DATA SHOWN
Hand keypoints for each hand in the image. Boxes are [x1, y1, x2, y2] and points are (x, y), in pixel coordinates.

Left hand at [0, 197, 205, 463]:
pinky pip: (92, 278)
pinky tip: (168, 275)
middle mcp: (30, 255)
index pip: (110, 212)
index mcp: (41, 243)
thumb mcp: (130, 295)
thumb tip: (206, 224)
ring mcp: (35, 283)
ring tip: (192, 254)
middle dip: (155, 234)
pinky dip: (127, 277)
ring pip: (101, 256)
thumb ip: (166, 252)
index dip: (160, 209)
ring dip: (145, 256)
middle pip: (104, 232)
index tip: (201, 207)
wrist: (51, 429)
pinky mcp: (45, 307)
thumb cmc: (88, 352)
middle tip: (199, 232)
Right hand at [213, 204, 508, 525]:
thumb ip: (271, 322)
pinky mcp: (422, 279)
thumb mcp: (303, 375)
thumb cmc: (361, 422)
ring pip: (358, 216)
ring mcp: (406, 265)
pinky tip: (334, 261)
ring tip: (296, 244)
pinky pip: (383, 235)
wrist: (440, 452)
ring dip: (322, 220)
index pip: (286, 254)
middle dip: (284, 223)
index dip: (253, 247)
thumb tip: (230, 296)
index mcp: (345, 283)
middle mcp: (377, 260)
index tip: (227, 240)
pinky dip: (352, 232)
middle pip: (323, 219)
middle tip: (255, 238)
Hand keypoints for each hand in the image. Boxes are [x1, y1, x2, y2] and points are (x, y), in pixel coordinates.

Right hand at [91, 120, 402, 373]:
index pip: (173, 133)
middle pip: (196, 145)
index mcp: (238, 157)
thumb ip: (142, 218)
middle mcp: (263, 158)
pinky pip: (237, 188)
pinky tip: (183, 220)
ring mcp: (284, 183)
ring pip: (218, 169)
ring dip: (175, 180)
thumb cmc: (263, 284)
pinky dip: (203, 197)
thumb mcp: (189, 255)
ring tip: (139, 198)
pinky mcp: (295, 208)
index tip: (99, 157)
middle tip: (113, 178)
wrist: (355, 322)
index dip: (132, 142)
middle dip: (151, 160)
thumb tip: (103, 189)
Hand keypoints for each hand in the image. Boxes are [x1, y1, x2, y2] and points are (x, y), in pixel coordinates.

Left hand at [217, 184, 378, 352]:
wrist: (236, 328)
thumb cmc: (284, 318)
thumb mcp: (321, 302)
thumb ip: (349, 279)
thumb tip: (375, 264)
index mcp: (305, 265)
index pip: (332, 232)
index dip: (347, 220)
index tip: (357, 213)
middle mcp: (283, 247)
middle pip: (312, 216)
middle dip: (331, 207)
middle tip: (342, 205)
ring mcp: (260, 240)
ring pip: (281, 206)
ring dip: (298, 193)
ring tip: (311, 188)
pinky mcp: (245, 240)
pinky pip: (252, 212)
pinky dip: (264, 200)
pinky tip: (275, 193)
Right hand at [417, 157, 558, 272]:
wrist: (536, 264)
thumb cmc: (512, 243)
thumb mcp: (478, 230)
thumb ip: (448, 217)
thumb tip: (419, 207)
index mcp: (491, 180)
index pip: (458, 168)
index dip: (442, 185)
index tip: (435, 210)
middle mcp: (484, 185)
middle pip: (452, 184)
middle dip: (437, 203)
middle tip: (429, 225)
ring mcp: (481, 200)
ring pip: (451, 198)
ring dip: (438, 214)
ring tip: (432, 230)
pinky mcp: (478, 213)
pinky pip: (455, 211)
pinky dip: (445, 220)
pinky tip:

TRY IT
All of the material must appear again, exactly as given.

TASK RESULT
Hand keypoints for each hand in the image. Boxes are [x1, y1, x2, y2] and points are (x, y), in pixel coordinates.

Left hand at [0, 197, 205, 463]:
pinky pip: (92, 278)
pinky tip: (168, 275)
middle mcp: (30, 255)
index pip: (110, 212)
index mcp: (41, 243)
thumb mcp: (130, 295)
thumb tip: (206, 224)
ring mcp: (35, 283)
ring tip: (192, 254)
middle dip: (155, 234)
pinky dip: (127, 277)
ring pip: (101, 256)
thumb ip: (166, 252)
index dip: (160, 209)
ring dip: (145, 256)
middle pip: (104, 232)
index tip: (201, 207)
wrist: (51, 429)
pinky mcp: (45, 307)
thumb cmc: (88, 352)
middle tip: (199, 232)
Right hand at [213, 204, 508, 525]:
thumb ip: (271, 322)
pinky mcp: (422, 279)
thumb mcp: (303, 375)
thumb cmc: (361, 422)
ring pip: (358, 216)
ring mcp: (406, 265)
pinky tip: (334, 261)
ring tip: (296, 244)
pinky pip: (383, 235)
wrist: (440, 452)
ring dip: (322, 220)
index pip: (286, 254)
middle dip: (284, 223)
index dip: (253, 247)
thumb tip: (230, 296)
index mcp: (345, 283)
middle mcp: (377, 260)
index tip: (227, 240)
pinky dip: (352, 232)
middle pip: (323, 219)
middle tip: (255, 238)
Hand keypoints for each hand in the image. Boxes are [x1, y1, x2, y2] and points are (x, y), in pixel coordinates.

Right hand at [91, 120, 402, 373]:
index pip: (173, 133)
middle pip: (196, 145)
index mcp: (238, 157)
thumb ip: (142, 218)
middle mcp: (263, 158)
pinky pip: (237, 188)
pinky tip: (183, 220)
ring mcp: (284, 183)
ring pip: (218, 169)
ring dip: (175, 180)
thumb cmc: (263, 284)
pinky dip: (203, 197)
thumb mcp: (189, 255)
ring tip: (139, 198)
pinky mcp: (295, 208)
index tip: (99, 157)
middle tip: (113, 178)
wrist: (355, 322)
index dip: (132, 142)
middle dip: (151, 160)
thumb tip: (103, 189)
Hand keypoints for each hand in the image. Boxes are [x1, y1, x2, y2] and points are (x, y), in pixel coordinates.

Left hand at [217, 184, 378, 352]:
wrist: (236, 328)
thumb cmc: (284, 318)
thumb mcp: (321, 302)
thumb ip: (349, 279)
thumb tip: (375, 264)
index mcp: (305, 265)
index pip: (332, 232)
index dip: (347, 220)
index tip: (357, 213)
middle mcp: (283, 247)
middle pip: (312, 216)
middle dip: (331, 207)
middle tip: (342, 205)
ring mcp: (260, 240)
ring pip: (281, 206)
ring dip: (298, 193)
ring tip: (311, 188)
pinky mcp: (245, 240)
pinky pip: (252, 212)
pinky dip: (264, 200)
pinky tip: (275, 193)
Right hand at [417, 157, 558, 272]:
wrist: (536, 264)
thumb cmc: (512, 243)
thumb mcp: (478, 230)
thumb ip: (448, 217)
thumb tip: (419, 207)
index mcp: (491, 180)
index pip: (458, 168)
index dip: (442, 185)
index tip: (435, 210)
middle mcp: (484, 185)
middle pip: (452, 184)
middle dip: (437, 203)
middle tip: (429, 225)
ring mcp: (481, 200)
ring pip: (451, 198)
ring dip: (438, 214)
ring tip: (432, 230)
pinky mcp: (478, 213)
pinky pip: (455, 211)
pinky dip: (445, 220)
pinky tip:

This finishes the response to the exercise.